§ **PROBLEM DESCRIPTION**: Look through the records, and wherever the string "Asia" turns up, copy out that line.
====
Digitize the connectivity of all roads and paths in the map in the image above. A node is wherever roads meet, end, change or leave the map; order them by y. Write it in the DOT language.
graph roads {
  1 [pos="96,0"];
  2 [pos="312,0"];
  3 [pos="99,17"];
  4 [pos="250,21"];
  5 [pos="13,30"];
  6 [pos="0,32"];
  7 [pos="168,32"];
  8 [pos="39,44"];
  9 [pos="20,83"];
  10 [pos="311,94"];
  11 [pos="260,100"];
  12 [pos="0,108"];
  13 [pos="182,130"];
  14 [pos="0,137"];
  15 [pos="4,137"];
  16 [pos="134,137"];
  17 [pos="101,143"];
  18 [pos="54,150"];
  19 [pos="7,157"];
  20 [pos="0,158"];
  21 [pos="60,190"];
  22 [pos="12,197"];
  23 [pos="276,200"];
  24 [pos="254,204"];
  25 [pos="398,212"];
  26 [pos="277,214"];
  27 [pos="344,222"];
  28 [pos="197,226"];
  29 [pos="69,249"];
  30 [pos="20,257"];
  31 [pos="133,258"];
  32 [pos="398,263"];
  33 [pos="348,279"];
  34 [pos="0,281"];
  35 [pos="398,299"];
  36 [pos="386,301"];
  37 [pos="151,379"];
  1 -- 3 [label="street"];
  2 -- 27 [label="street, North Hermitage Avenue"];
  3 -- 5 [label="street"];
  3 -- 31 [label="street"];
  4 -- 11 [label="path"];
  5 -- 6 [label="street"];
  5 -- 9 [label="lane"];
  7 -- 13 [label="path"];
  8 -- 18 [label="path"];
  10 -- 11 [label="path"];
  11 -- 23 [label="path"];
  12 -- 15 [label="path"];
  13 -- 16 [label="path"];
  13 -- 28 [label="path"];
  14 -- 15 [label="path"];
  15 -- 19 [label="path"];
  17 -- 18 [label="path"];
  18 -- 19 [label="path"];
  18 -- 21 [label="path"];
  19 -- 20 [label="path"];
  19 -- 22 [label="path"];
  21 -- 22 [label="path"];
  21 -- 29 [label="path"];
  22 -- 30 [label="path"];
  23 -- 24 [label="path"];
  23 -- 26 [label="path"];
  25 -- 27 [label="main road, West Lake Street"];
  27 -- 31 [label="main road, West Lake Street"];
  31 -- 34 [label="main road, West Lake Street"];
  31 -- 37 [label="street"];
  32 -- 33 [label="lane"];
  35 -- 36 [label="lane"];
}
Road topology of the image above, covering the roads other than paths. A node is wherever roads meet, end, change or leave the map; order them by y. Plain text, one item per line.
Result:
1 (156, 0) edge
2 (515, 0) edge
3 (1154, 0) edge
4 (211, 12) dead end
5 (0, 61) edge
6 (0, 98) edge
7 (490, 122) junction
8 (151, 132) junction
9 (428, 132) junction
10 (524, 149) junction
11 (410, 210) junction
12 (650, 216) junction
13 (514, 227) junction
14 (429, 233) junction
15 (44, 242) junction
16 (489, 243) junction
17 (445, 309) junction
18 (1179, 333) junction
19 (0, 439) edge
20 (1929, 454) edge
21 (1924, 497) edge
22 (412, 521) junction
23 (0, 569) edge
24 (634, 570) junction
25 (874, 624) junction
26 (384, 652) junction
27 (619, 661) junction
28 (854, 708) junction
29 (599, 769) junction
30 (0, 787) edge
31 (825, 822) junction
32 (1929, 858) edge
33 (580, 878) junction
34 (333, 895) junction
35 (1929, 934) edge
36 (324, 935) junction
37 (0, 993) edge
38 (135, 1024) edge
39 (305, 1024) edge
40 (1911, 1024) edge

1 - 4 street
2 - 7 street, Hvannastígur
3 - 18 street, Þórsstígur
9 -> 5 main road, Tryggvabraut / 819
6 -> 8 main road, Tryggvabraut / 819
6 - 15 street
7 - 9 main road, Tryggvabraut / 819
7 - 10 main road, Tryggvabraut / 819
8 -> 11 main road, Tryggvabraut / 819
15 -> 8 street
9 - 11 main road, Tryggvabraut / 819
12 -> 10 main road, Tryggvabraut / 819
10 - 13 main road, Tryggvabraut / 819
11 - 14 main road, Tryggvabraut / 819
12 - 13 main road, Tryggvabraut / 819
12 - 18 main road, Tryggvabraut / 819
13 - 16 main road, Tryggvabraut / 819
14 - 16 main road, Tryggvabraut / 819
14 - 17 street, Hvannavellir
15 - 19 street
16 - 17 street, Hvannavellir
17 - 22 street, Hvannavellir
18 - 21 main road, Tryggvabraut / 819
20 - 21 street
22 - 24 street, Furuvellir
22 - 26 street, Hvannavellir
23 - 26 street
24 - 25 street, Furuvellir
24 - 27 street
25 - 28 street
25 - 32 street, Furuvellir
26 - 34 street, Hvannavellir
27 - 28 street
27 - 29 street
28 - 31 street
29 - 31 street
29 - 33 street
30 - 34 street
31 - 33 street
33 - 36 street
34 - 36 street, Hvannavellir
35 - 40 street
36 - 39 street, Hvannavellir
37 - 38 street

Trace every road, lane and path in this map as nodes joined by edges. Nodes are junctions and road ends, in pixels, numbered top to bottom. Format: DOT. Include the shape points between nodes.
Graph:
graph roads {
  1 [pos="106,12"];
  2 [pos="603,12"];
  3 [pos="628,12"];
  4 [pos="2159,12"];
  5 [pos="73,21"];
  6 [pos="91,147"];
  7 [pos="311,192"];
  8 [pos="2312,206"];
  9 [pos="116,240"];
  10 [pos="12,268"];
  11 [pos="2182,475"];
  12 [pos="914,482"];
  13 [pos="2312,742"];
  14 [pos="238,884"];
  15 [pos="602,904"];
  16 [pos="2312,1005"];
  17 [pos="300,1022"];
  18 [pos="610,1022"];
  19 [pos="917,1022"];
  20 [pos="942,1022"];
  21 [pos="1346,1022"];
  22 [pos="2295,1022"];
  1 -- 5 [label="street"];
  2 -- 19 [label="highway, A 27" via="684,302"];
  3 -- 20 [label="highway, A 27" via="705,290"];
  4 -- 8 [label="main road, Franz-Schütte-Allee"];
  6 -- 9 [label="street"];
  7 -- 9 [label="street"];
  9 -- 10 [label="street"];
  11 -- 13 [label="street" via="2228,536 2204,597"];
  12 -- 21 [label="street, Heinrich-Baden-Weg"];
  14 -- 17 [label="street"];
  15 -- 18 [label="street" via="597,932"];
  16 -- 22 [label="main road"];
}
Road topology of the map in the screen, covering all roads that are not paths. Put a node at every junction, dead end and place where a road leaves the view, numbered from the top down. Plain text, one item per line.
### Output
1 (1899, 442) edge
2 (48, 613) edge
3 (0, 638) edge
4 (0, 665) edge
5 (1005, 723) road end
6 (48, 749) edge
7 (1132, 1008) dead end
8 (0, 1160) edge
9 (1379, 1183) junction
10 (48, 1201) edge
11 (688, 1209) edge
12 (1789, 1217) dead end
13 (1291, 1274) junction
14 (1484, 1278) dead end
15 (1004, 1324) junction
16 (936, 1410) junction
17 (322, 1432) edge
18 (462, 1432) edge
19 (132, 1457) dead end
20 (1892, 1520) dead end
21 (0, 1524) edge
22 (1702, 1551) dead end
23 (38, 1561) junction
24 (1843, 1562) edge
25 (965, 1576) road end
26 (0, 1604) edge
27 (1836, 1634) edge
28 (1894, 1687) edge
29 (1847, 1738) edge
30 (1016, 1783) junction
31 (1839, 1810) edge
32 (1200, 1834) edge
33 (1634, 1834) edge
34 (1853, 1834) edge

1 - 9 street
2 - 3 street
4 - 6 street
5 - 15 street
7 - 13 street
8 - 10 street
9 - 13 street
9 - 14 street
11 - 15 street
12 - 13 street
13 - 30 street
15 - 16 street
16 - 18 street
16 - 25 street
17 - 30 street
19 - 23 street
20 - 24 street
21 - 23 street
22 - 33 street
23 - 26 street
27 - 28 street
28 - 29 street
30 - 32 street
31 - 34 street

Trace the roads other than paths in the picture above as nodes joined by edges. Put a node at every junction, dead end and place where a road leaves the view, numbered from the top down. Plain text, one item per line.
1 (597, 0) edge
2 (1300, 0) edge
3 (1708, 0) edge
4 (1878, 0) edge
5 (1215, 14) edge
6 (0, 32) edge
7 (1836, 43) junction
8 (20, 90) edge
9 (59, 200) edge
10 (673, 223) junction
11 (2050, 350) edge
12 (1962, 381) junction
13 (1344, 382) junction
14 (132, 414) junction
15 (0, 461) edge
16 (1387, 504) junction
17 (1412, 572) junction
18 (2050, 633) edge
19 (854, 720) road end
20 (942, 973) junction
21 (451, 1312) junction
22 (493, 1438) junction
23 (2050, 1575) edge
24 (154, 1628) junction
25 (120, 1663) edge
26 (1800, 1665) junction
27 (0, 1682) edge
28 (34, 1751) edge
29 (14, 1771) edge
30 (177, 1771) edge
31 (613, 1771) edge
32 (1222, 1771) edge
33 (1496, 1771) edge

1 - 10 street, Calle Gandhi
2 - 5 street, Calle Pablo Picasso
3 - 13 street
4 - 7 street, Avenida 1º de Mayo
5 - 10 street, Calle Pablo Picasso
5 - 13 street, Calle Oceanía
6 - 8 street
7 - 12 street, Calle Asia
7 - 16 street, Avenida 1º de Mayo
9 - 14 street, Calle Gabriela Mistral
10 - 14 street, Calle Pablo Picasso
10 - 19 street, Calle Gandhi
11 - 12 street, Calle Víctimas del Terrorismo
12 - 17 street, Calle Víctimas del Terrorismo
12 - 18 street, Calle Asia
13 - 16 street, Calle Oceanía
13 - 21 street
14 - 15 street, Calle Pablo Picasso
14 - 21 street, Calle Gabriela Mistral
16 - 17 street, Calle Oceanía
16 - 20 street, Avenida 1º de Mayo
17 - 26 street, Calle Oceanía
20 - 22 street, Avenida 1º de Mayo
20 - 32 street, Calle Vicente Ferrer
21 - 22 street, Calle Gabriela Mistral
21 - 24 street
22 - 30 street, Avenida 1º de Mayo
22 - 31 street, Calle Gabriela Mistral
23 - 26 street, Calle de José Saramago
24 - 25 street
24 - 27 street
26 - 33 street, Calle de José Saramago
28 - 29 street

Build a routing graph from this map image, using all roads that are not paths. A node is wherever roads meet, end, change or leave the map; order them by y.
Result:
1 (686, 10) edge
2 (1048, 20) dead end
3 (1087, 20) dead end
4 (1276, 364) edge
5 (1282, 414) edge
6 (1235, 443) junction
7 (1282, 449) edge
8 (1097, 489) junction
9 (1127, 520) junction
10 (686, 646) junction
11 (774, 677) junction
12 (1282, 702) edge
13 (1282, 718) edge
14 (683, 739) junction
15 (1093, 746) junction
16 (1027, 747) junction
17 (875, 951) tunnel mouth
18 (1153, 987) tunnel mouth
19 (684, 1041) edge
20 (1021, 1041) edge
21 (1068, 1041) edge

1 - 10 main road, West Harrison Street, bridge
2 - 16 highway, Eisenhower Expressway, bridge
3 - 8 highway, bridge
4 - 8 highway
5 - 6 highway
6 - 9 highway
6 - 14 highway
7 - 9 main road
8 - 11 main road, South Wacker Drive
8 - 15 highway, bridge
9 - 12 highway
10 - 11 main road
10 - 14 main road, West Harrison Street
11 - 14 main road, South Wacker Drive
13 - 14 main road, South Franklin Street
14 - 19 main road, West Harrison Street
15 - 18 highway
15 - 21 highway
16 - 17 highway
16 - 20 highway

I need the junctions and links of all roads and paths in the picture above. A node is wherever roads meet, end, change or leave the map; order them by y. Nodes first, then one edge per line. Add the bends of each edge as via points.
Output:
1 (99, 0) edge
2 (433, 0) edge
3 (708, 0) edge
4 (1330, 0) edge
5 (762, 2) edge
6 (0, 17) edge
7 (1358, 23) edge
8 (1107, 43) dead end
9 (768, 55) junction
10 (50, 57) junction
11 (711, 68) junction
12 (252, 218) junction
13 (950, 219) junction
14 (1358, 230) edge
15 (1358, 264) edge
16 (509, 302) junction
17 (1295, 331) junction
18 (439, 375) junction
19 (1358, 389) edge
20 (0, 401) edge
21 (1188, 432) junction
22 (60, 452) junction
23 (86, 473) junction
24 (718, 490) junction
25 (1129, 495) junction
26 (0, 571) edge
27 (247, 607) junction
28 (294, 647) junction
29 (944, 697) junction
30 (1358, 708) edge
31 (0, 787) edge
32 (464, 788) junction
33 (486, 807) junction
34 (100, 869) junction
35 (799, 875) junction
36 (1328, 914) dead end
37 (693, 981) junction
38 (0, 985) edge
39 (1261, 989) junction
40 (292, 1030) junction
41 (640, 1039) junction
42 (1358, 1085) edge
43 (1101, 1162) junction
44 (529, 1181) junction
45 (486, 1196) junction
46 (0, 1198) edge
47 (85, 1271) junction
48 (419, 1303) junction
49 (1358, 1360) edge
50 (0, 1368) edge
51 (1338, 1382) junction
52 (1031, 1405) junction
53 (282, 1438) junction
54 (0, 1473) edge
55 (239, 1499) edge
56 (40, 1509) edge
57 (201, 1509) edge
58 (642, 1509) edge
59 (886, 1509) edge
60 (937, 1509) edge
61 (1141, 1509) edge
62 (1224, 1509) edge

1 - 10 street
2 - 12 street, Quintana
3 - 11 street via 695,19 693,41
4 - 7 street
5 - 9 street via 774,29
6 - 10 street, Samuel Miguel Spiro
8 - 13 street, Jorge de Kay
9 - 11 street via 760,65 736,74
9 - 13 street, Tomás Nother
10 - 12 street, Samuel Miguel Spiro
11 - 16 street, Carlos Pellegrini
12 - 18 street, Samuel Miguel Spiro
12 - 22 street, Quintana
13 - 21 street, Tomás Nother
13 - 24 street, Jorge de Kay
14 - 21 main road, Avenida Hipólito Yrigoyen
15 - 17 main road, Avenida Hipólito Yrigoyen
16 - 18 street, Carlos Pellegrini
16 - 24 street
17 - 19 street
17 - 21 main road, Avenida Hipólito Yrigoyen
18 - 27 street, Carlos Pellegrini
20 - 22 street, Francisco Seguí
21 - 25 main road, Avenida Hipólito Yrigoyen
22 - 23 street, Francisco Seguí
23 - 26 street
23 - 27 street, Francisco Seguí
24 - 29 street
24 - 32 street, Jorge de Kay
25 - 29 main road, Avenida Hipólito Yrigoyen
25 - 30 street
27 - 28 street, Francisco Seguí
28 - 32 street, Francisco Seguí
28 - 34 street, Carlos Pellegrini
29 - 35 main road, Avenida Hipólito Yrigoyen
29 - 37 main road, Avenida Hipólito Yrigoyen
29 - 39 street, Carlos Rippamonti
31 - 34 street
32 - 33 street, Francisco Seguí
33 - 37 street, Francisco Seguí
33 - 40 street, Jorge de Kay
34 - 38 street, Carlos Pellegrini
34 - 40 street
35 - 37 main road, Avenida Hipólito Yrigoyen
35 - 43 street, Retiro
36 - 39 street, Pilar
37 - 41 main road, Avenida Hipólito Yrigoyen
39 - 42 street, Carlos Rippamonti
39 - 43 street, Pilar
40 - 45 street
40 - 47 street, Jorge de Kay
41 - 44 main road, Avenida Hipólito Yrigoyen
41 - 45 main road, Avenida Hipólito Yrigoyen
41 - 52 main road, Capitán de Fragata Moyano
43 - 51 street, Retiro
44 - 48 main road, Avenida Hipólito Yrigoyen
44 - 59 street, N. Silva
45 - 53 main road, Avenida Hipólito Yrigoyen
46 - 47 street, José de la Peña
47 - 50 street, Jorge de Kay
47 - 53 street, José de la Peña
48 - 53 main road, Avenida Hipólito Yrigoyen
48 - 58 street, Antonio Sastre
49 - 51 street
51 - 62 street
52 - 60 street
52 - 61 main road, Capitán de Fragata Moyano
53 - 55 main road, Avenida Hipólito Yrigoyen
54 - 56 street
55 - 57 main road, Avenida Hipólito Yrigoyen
====
§ **ANSWER FOR THE TASK**:
7 - 12 street, Calle Asia
12 - 18 street, Calle Asia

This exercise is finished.